EXERCISE REQUIREMENTS: Read through the entries below and return each line with the word "Utah".
___ PROVIDED INFORMATION
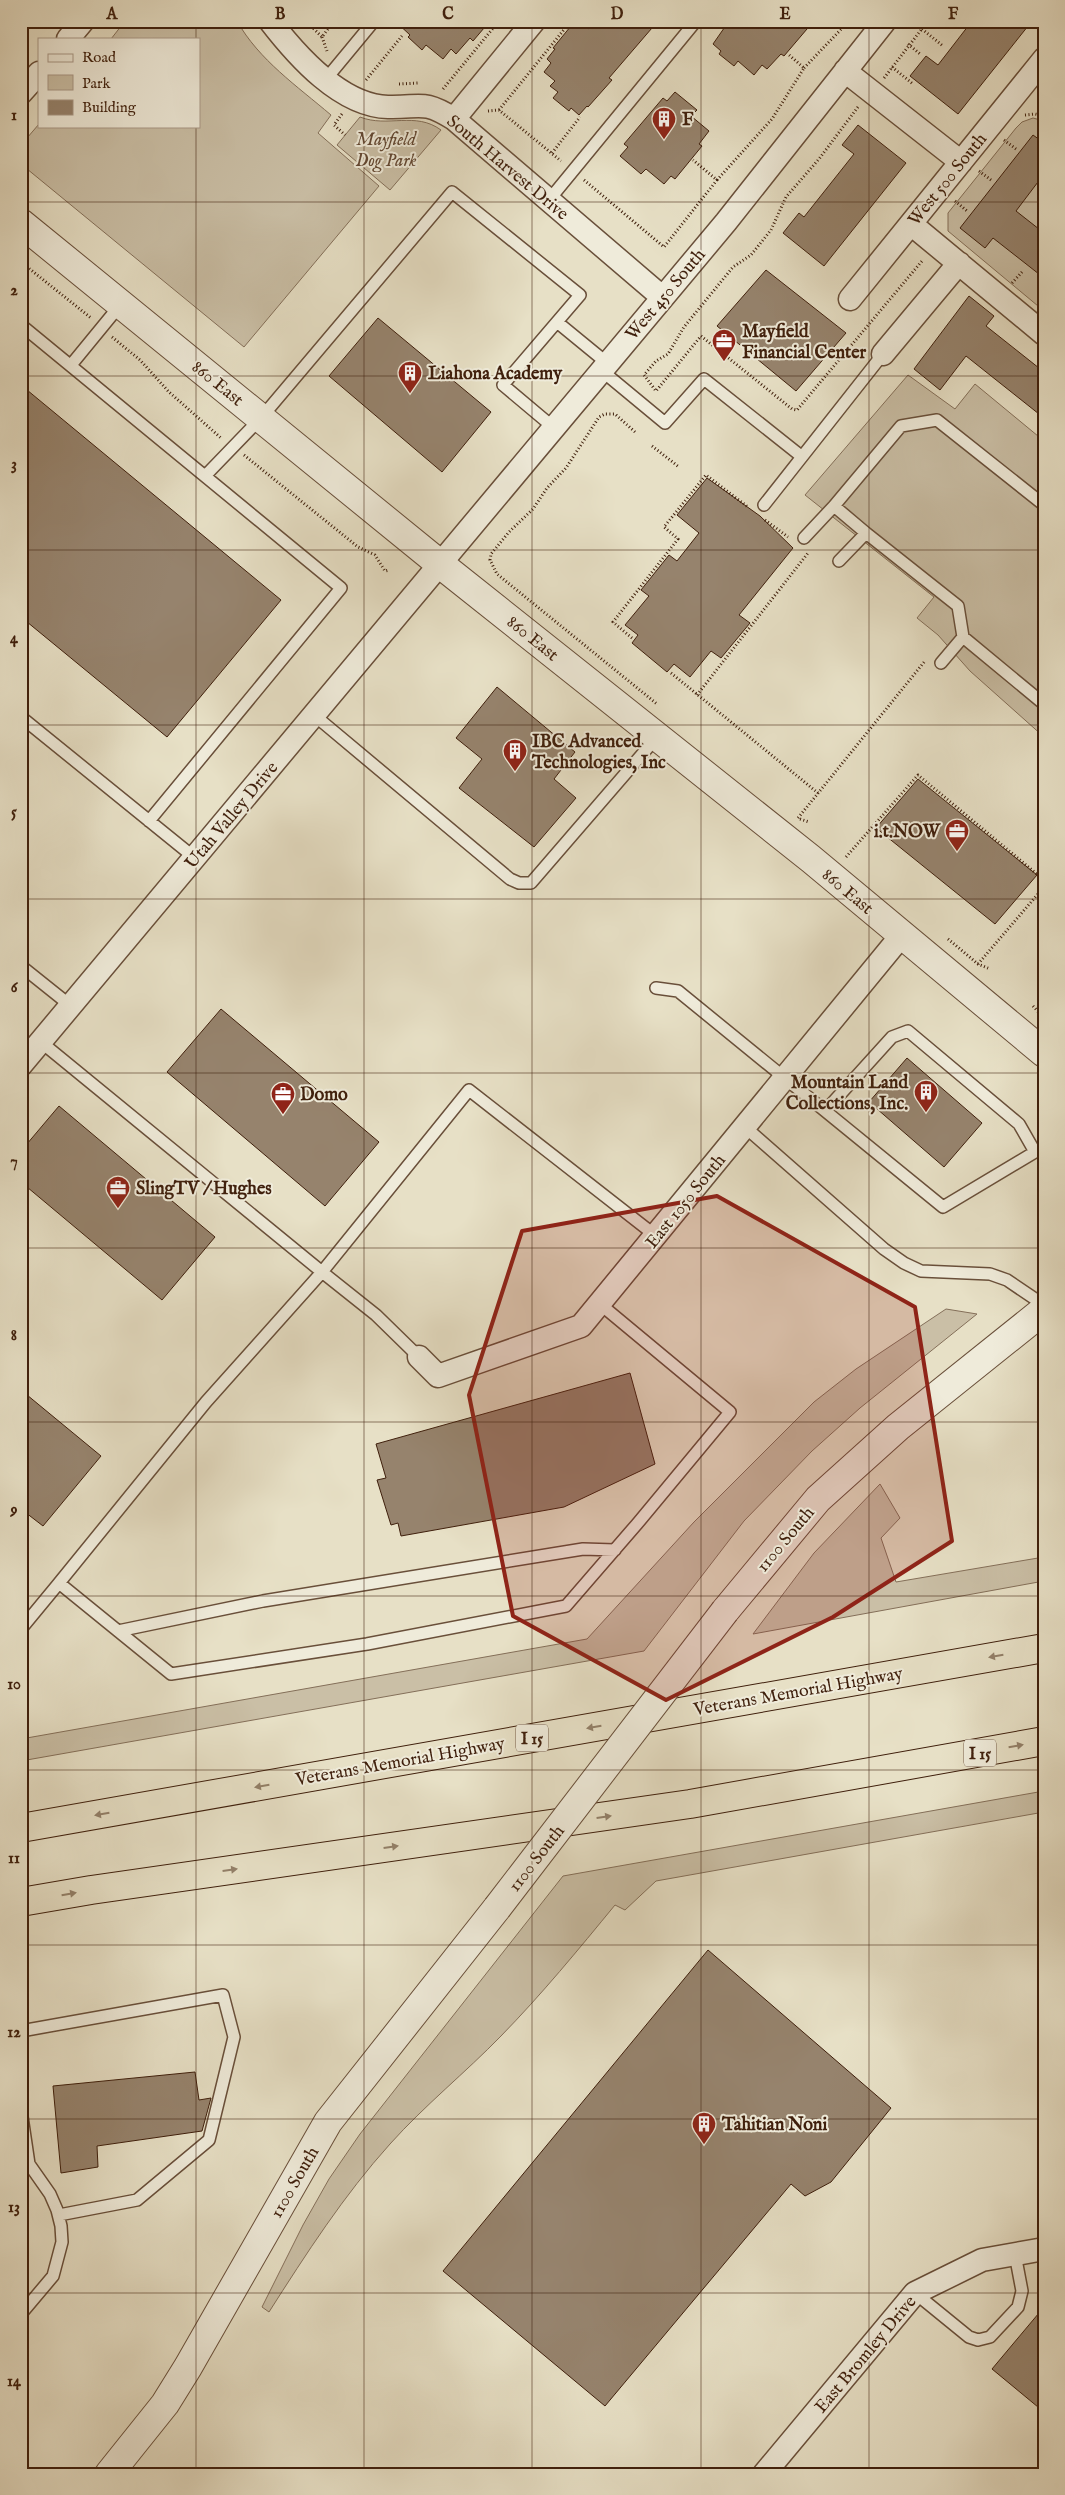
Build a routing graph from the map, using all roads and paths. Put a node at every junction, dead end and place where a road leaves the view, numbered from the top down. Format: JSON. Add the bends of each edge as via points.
{"nodes":[{"id":1,"x":83,"y":21,"type":"edge"},
{"id":2,"x":270,"y":21,"type":"edge"},
{"id":3,"x":306,"y":21,"type":"edge"},
{"id":4,"x":334,"y":21,"type":"edge"},
{"id":5,"x":374,"y":21,"type":"edge"},
{"id":6,"x":499,"y":21,"type":"edge"},
{"id":7,"x":534,"y":21,"type":"edge"},
{"id":8,"x":571,"y":21,"type":"edge"},
{"id":9,"x":696,"y":21,"type":"edge"},
{"id":10,"x":849,"y":21,"type":"edge"},
{"id":11,"x":885,"y":21,"type":"edge"},
{"id":12,"x":928,"y":21,"type":"edge"},
{"id":13,"x":922,"y":29,"type":"junction"},
{"id":14,"x":322,"y":36,"type":"junction"},
{"id":15,"x":402,"y":36,"type":"dead end"},
{"id":16,"x":69,"y":38,"type":"edge"},
{"id":17,"x":908,"y":44,"type":"junction"},
{"id":18,"x":943,"y":46,"type":"dead end"},
{"id":19,"x":331,"y":54,"type":"dead end"},
{"id":20,"x":788,"y":54,"type":"dead end"},
{"id":21,"x":920,"y":54,"type":"dead end"},
{"id":22,"x":1044,"y":59,"type":"edge"},
{"id":23,"x":892,"y":67,"type":"junction"},
{"id":24,"x":804,"y":68,"type":"junction"},
{"id":25,"x":845,"y":71,"type":"junction"},
{"id":26,"x":38,"y":74,"type":"edge"},
{"id":27,"x":326,"y":79,"type":"junction"},
{"id":28,"x":913,"y":84,"type":"dead end"},
{"id":29,"x":1036,"y":86,"type":"edge"},
{"id":30,"x":360,"y":88,"type":"dead end"},
{"id":31,"x":872,"y":92,"type":"junction"},
{"id":32,"x":21,"y":93,"type":"edge"},
{"id":33,"x":437,"y":95,"type":"dead end"},
{"id":34,"x":345,"y":109,"type":"dead end"},
{"id":35,"x":499,"y":110,"type":"junction"},
{"id":36,"x":482,"y":111,"type":"dead end"},
{"id":37,"x":1022,"y":115,"type":"dead end"},
{"id":38,"x":1044,"y":116,"type":"edge"},
{"id":39,"x":580,"y":117,"type":"dead end"},
{"id":40,"x":454,"y":119,"type":"junction"},
{"id":41,"x":1008,"y":133,"type":"dead end"},
{"id":42,"x":345,"y":135,"type":"dead end"},
{"id":43,"x":1003,"y":140,"type":"junction"},
{"id":44,"x":997,"y":147,"type":"dead end"},
{"id":45,"x":1016,"y":150,"type":"dead end"},
{"id":46,"x":552,"y":153,"type":"junction"},
{"id":47,"x":693,"y":160,"type":"dead end"},
{"id":48,"x":563,"y":162,"type":"dead end"},
{"id":49,"x":985,"y":162,"type":"dead end"},
{"id":50,"x":971,"y":170,"type":"junction"},
{"id":51,"x":582,"y":178,"type":"dead end"},
{"id":52,"x":717,"y":180,"type":"junction"},
{"id":53,"x":991,"y":180,"type":"dead end"},
{"id":54,"x":960,"y":193,"type":"dead end"},
{"id":55,"x":549,"y":200,"type":"junction"},
{"id":56,"x":954,"y":200,"type":"junction"},
{"id":57,"x":950,"y":206,"type":"dead end"},
{"id":58,"x":967,"y":211,"type":"dead end"},
{"id":59,"x":21,"y":223,"type":"edge"},
{"id":60,"x":911,"y":224,"type":"junction"},
{"id":61,"x":936,"y":245,"type":"junction"},
{"id":62,"x":21,"y":262,"type":"edge"},
{"id":63,"x":959,"y":263,"type":"junction"},
{"id":64,"x":1022,"y":272,"type":"dead end"},
{"id":65,"x":1009,"y":287,"type":"dead end"},
{"id":66,"x":662,"y":298,"type":"junction"},
{"id":67,"x":850,"y":299,"type":"dead end"},
{"id":68,"x":121,"y":304,"type":"junction"},
{"id":69,"x":86,"y":314,"type":"dead end"},
{"id":70,"x":557,"y":322,"type":"junction"},
{"id":71,"x":21,"y":325,"type":"edge"},
{"id":72,"x":1044,"y":334,"type":"edge"},
{"id":73,"x":119,"y":343,"type":"dead end"},
{"id":74,"x":883,"y":354,"type":"joint"},
{"id":75,"x":71,"y":366,"type":"junction"},
{"id":76,"x":604,"y":366,"type":"junction"},
{"id":77,"x":261,"y":418,"type":"junction"},
{"id":78,"x":553,"y":427,"type":"junction"},
{"id":79,"x":635,"y":432,"type":"dead end"},
{"id":80,"x":218,"y":437,"type":"dead end"},
{"id":81,"x":652,"y":446,"type":"dead end"},
{"id":82,"x":801,"y":456,"type":"junction"},
{"id":83,"x":248,"y":458,"type":"dead end"},
{"id":84,"x":679,"y":466,"type":"dead end"},
{"id":85,"x":205,"y":476,"type":"junction"},
{"id":86,"x":1044,"y":505,"type":"edge"},
{"id":87,"x":834,"y":506,"type":"junction"},
{"id":88,"x":759,"y":508,"type":"joint"},
{"id":89,"x":761,"y":517,"type":"dead end"},
{"id":90,"x":866,"y":533,"type":"junction"},
{"id":91,"x":799,"y":542,"type":"junction"},
{"id":92,"x":839,"y":561,"type":"dead end"},
{"id":93,"x":440,"y":564,"type":"junction"},
{"id":94,"x":389,"y":570,"type":"dead end"},
{"id":95,"x":963,"y":637,"type":"junction"},
{"id":96,"x":632,"y":638,"type":"dead end"},
{"id":97,"x":927,"y":659,"type":"dead end"},
{"id":98,"x":941,"y":663,"type":"dead end"},
{"id":99,"x":672,"y":673,"type":"dead end"},
{"id":100,"x":697,"y":695,"type":"junction"},
{"id":101,"x":1044,"y":704,"type":"edge"},
{"id":102,"x":664,"y":709,"type":"dead end"},
{"id":103,"x":314,"y":716,"type":"junction"},
{"id":104,"x":21,"y":717,"type":"edge"},
{"id":105,"x":657,"y":737,"type":"junction"},
{"id":106,"x":818,"y":793,"type":"junction"},
{"id":107,"x":793,"y":814,"type":"dead end"},
{"id":108,"x":149,"y":821,"type":"junction"},
{"id":109,"x":846,"y":857,"type":"dead end"},
{"id":110,"x":195,"y":858,"type":"junction"},
{"id":111,"x":1044,"y":880,"type":"edge"},
{"id":112,"x":1044,"y":887,"type":"edge"},
{"id":113,"x":901,"y":936,"type":"junction"},
{"id":114,"x":978,"y":964,"type":"dead end"},
{"id":115,"x":21,"y":966,"type":"edge"},
{"id":116,"x":656,"y":988,"type":"dead end"},
{"id":117,"x":71,"y":1006,"type":"junction"},
{"id":118,"x":1034,"y":1006,"type":"dead end"},
{"id":119,"x":1044,"y":1018,"type":"edge"},
{"id":120,"x":41,"y":1042,"type":"junction"},
{"id":121,"x":1044,"y":1053,"type":"edge"},
{"id":122,"x":21,"y":1065,"type":"edge"},
{"id":123,"x":786,"y":1078,"type":"junction"},
{"id":124,"x":826,"y":1110,"type":"junction"},
{"id":125,"x":745,"y":1127,"type":"junction"},
{"id":126,"x":656,"y":1236,"type":"junction"},
{"id":127,"x":322,"y":1272,"type":"junction"},
{"id":128,"x":600,"y":1304,"type":"junction"},
{"id":129,"x":1044,"y":1305,"type":"edge"},
{"id":130,"x":1044,"y":1310,"type":"edge"},
{"id":131,"x":419,"y":1357,"type":"joint"},
{"id":132,"x":615,"y":1550,"type":"junction"},
{"id":133,"x":59,"y":1583,"type":"junction"},
{"id":134,"x":21,"y":1629,"type":"edge"},
{"id":135,"x":118,"y":1630,"type":"junction"},
{"id":136,"x":1044,"y":1648,"type":"edge"},
{"id":137,"x":1044,"y":1741,"type":"edge"},
{"id":138,"x":21,"y":1828,"type":"edge"},
{"id":139,"x":21,"y":1902,"type":"edge"},
{"id":140,"x":21,"y":2030,"type":"edge"},
{"id":141,"x":21,"y":2110,"type":"edge"},
{"id":142,"x":59,"y":2215,"type":"junction"},
{"id":143,"x":1044,"y":2250,"type":"edge"},
{"id":144,"x":1015,"y":2254,"type":"junction"},
{"id":145,"x":915,"y":2293,"type":"junction"},
{"id":146,"x":21,"y":2314,"type":"edge"},
{"id":147,"x":109,"y":2474,"type":"edge"},
{"id":148,"x":764,"y":2474,"type":"edge"}],
"edges":[{"from":1,"to":16,"type":"street"},
{"from":2,"to":27,"type":"street","name":"South Harvest Drive","via":[[293,51]]},
{"from":3,"to":14,"type":"path"},
{"from":4,"to":14,"type":"path"},
{"from":5,"to":27,"type":"lane"},
{"from":6,"to":33,"type":"path"},
{"from":7,"to":40,"type":"street"},
{"from":8,"to":35,"type":"path"},
{"from":9,"to":55,"type":"lane"},
{"from":10,"to":24,"type":"path"},
{"from":11,"to":25,"type":"street","name":"West 450 South"},
{"from":12,"to":13,"type":"path"},
{"from":13,"to":17,"type":"path"},
{"from":13,"to":18,"type":"path"},
{"from":14,"to":19,"type":"path","via":[[326,50]]},
{"from":15,"to":30,"type":"path"},
{"from":17,"to":21,"type":"path"},
{"from":17,"to":23,"type":"path"},
{"from":20,"to":24,"type":"path"},
{"from":22,"to":29,"type":"street","name":"West 500 South"},
{"from":23,"to":28,"type":"path"},
{"from":23,"to":31,"type":"path"},
{"from":24,"to":52,"type":"path","via":[[772,119]]},
{"from":25,"to":31,"type":"street"},
{"from":25,"to":66,"type":"street","name":"West 450 South"},
{"from":26,"to":32,"type":"street"},
{"from":27,"to":40,"type":"street","name":"South Harvest Drive","via":[[352,100],[387,107],[414,104],[436,108]]},
{"from":29,"to":50,"type":"street","name":"West 500 South"},
{"from":31,"to":50,"type":"street"},
{"from":31,"to":61,"type":"path","via":[[786,197],[771,230],[751,255],[733,267],[684,327],[668,354],[656,361],[644,375],[656,391],[701,336],[797,410]]},
{"from":34,"to":42,"type":"path","via":[[334,125]]},
{"from":35,"to":36,"type":"path"},
{"from":35,"to":46,"type":"path"},
{"from":37,"to":38,"type":"path"},
{"from":39,"to":46,"type":"path"},
{"from":40,"to":55,"type":"street","name":"South Harvest Drive"},
{"from":41,"to":43,"type":"path"},
{"from":43,"to":44,"type":"path"},
{"from":43,"to":45,"type":"path"},
{"from":46,"to":48,"type":"path"},
{"from":47,"to":52,"type":"path"},
{"from":49,"to":50,"type":"path"},
{"from":50,"to":53,"type":"path"},
{"from":50,"to":60,"type":"street","name":"West 500 South"},
{"from":51,"to":52,"type":"path","via":[[664,247]]},
{"from":54,"to":56,"type":"path"},
{"from":55,"to":66,"type":"street","name":"South Harvest Drive"},
{"from":56,"to":57,"type":"path"},
{"from":56,"to":58,"type":"path"},
{"from":59,"to":68,"type":"street","name":"860 East"},
{"from":60,"to":61,"type":"street"},
{"from":60,"to":67,"type":"street","name":"West 500 South"},
{"from":61,"to":63,"type":"street"},
{"from":62,"to":69,"type":"path"},
{"from":63,"to":72,"type":"street"},
{"from":63,"to":74,"type":"street"},
{"from":64,"to":65,"type":"path"},
{"from":66,"to":76,"type":"street","name":"West 450 South"},
{"from":68,"to":75,"type":"lane"},
{"from":68,"to":77,"type":"street","name":"860 East"},
{"from":70,"to":76,"type":"lane"},
{"from":70,"to":77,"type":"lane","via":[[580,295],[452,192]]},
{"from":70,"to":78,"type":"lane","via":[[503,385]]},
{"from":71,"to":75,"type":"lane"},
{"from":73,"to":80,"type":"path"},
{"from":74,"to":82,"type":"lane"},
{"from":75,"to":85,"type":"lane"},
{"from":76,"to":78,"type":"street","name":"West 450 South"},
{"from":76,"to":82,"type":"lane","via":[[665,423],[704,379]]},
{"from":77,"to":85,"type":"lane"},
{"from":77,"to":93,"type":"street","name":"860 East"},
{"from":78,"to":93,"type":"street","name":"West 450 South"},
{"from":79,"to":102,"type":"path","via":[[615,414],[599,417],[566,468],[533,509],[509,532],[491,554],[490,560],[498,574]]},
{"from":81,"to":84,"type":"path"},
{"from":82,"to":88,"type":"lane"},
{"from":83,"to":94,"type":"path","via":[[358,546],[375,555],[385,571]]},
{"from":85,"to":108,"type":"lane","via":[[341,588]]},
{"from":86,"to":87,"type":"lane","via":[[937,420],[901,426]]},
{"from":87,"to":90,"type":"lane"},
{"from":87,"to":91,"type":"lane"},
{"from":88,"to":96,"type":"path","via":[[706,474],[664,527],[678,539],[612,622]]},
{"from":89,"to":91,"type":"path"},
{"from":90,"to":92,"type":"lane"},
{"from":90,"to":95,"type":"lane","via":[[958,606]]},
{"from":91,"to":100,"type":"path","via":[[809,553]]},
{"from":93,"to":103,"type":"street","name":"Utah Valley Drive"},
{"from":93,"to":105,"type":"street","name":"860 East"},
{"from":95,"to":98,"type":"lane"},
{"from":95,"to":101,"type":"lane"},
{"from":97,"to":106,"type":"path"},
{"from":99,"to":100,"type":"path"},
{"from":100,"to":106,"type":"path"},
{"from":103,"to":105,"type":"lane","via":[[520,884],[531,883]]},
{"from":103,"to":110,"type":"street","name":"Utah Valley Drive"},
{"from":104,"to":108,"type":"lane"},
{"from":105,"to":113,"type":"street","name":"860 East","via":[[811,859]]},
{"from":106,"to":107,"type":"path","via":[[798,818]]},
{"from":108,"to":110,"type":"lane"},
{"from":109,"to":111,"type":"path","via":[[918,775]]},
{"from":110,"to":117,"type":"street","name":"Utah Valley Drive"},
{"from":112,"to":114,"type":"path"},
{"from":113,"to":121,"type":"street","name":"860 East"},
{"from":113,"to":123,"type":"street","name":"East 1050 South"},
{"from":115,"to":117,"type":"lane"},
{"from":116,"to":123,"type":"lane","via":[[678,991]]},
{"from":117,"to":120,"type":"street","name":"Utah Valley Drive"},
{"from":118,"to":119,"type":"path"},
{"from":120,"to":122,"type":"street","name":"Utah Valley Drive"},
{"from":120,"to":127,"type":"lane"},
{"from":123,"to":124,"type":"lane"},
{"from":123,"to":125,"type":"street","name":"East 1050 South"},
{"from":124,"to":124,"type":"lane","via":[[943,1207],[1035,1152],[1019,1124],[908,1030],[892,1037]]},
{"from":125,"to":126,"type":"street","name":"East 1050 South"},
{"from":125,"to":129,"type":"lane","via":[[904,1263],[920,1271],[990,1274],[1007,1280]]},
{"from":126,"to":127,"type":"lane","via":[[469,1090]]},
{"from":126,"to":128,"type":"street","name":"East 1050 South"},
{"from":127,"to":131,"type":"lane","via":[[376,1315]]},
{"from":127,"to":133,"type":"lane","via":[[206,1402]]},
{"from":128,"to":131,"type":"street","name":"East 1050 South","via":[[581,1326],[438,1376]]},
{"from":128,"to":132,"type":"lane","via":[[730,1412]]},
{"from":130,"to":147,"type":"street","name":"1100 South","bridge":true,"via":[[898,1428],[818,1499],[725,1611],[328,2122],[184,2375]]},
{"from":132,"to":135,"type":"lane","via":[[583,1549],[272,1599]]},
{"from":132,"to":135,"type":"lane","via":[[566,1606],[367,1644],[171,1674]]},
{"from":133,"to":134,"type":"lane"},
{"from":133,"to":135,"type":"lane"},
{"from":136,"to":138,"type":"highway","name":"Veterans Memorial Highway","number":"I 15","one_way":true},
{"from":139,"to":137,"type":"highway","number":"I 15","one_way":true,"via":[[690,1804]]},
{"from":140,"to":142,"type":"lane","via":[[223,1995],[234,2037],[209,2140],[137,2200]]},
{"from":141,"to":142,"type":"lane","via":[[29,2164],[50,2194]]},
{"from":142,"to":146,"type":"lane","via":[[62,2242],[53,2276]]},
{"from":143,"to":144,"type":"street","name":"East Bromley Drive"},
{"from":144,"to":145,"type":"street","name":"East Bromley Drive","via":[[982,2260]]},
{"from":144,"to":145,"type":"lane","via":[[1022,2291],[1018,2307],[990,2337],[978,2340],[969,2337]]},
{"from":145,"to":148,"type":"street","name":"East Bromley Drive"}]}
______
SOLUTION TO THE EXERCISE:
{"from":93,"to":103,"type":"street","name":"Utah Valley Drive"},
{"from":103,"to":110,"type":"street","name":"Utah Valley Drive"},
{"from":110,"to":117,"type":"street","name":"Utah Valley Drive"},
{"from":117,"to":120,"type":"street","name":"Utah Valley Drive"},
{"from":120,"to":122,"type":"street","name":"Utah Valley Drive"},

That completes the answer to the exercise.